Are not the redness and the red rose one,

And the snow's whiteness one thing with the snow?


Even so, now mark me, here we reach the goal

Of Science, and in little have the whole--

Even as the redness and the rose are one,

So with the body one thing is the soul.


For, as our limbs and organs all unite

to make our sum of suffering and delight,

And without eyes and ears and touch and tongue,

Were no such things as taste and sound and sight.


So without these we all in vain shall try

To find the things that gives them unity--

The thing to which each whispers, "Thou art thou"--

The soul which answers each, "And I am I."


What! shall the dateless worlds in dust be blown

Back to the unremembered and unknown,

And this frail Thou--this flame of yesterday--

Burn on, forlorn, immortal, and alone?


Did Nature, in the nurseries of the night

Tend it for this--Nature whose heedless might,

Casts, like some shipwrecked sailor, the poor babe,

Naked and bleating on the shores of light?


What is it there? A cry is all it is.

It knows not if its limbs be yours or his.

Less than that cry the babe was yesterday.

The man tomorrow shall be less than this.


Tissue by tissue to a soul he grows,

As leaf by leaf the rose becomes the rose.

Tissue from tissue rots; and, as the Sun

Goes from the bubbles when they burst, he goes.


Ah, mark those pearls of Sunrise! Fast and free

Upon the waves they are dancing.
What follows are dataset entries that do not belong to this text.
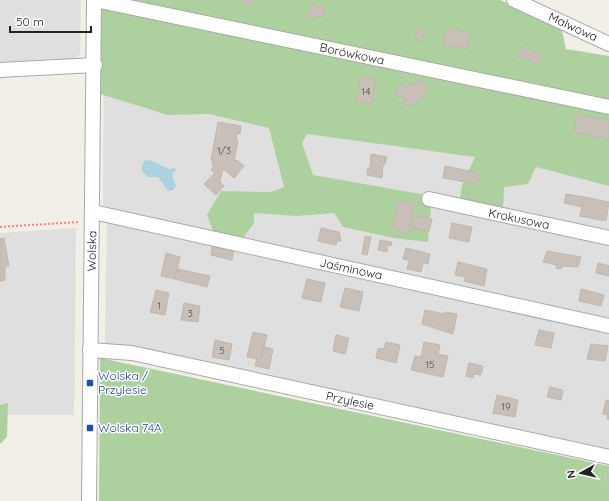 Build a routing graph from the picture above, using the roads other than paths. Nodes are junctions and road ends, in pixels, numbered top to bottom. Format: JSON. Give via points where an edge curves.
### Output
{"nodes":[{"id":1,"x":94,"y":0,"type":"edge"},
{"id":2,"x":514,"y":0,"type":"edge"},
{"id":3,"x":609,"y":44,"type":"edge"},
{"id":4,"x":95,"y":65,"type":"junction"},
{"id":5,"x":0,"y":70,"type":"edge"},
{"id":6,"x":609,"y":107,"type":"edge"},
{"id":7,"x":429,"y":199,"type":"dead end"},
{"id":8,"x":93,"y":217,"type":"junction"},
{"id":9,"x":609,"y":238,"type":"edge"},
{"id":10,"x":609,"y":326,"type":"edge"},
{"id":11,"x":90,"y":350,"type":"junction"},
{"id":12,"x":609,"y":457,"type":"edge"},
{"id":13,"x":89,"y":501,"type":"edge"}],
"edges":[{"from":1,"to":4,"type":"street","name":"Wolska"},
{"from":1,"to":6,"type":"street","name":"Borówkowa"},
{"from":2,"to":3,"type":"street","name":"Malwowa"},
{"from":4,"to":5,"type":"street"},
{"from":4,"to":8,"type":"street","name":"Wolska"},
{"from":7,"to":9,"type":"street","name":"Krokusowa"},
{"from":8,"to":10,"type":"street","name":"Jaśminowa"},
{"from":8,"to":11,"type":"street","name":"Wolska"},
{"from":11,"to":12,"type":"street","name":"Przylesie","via":[[132,353]]},
{"from":11,"to":13,"type":"street","name":"Wolska"}]}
Souls shall be

Things that outlast their bodies, when each spark

Outlasts its wave, each wave outlasts the sea.


The seeds that once were we take flight and fly,

Winnowed to earth, or whirled along the sky,

Not lost but disunited. Life lives on.

It is the lives, the lives, the lives, that die.


They go beyond recapture and recall,

Lost in the all-indissoluble All:--

Gone like the rainbow from the fountain's foam,

Gone like the spindrift shuddering down the squall.


Flakes of the water, on the waters cease!

Soul of the body, melt and sleep like these.

Atoms to atoms--weariness to rest--

Ashes to ashes--hopes and fears to peace!


Oh Science, lift aloud thy voice that stills

The pulse of fear, and through the conscience thrills--

Thrills through the conscience the news of peace--

How beautiful thy feet are on the hills!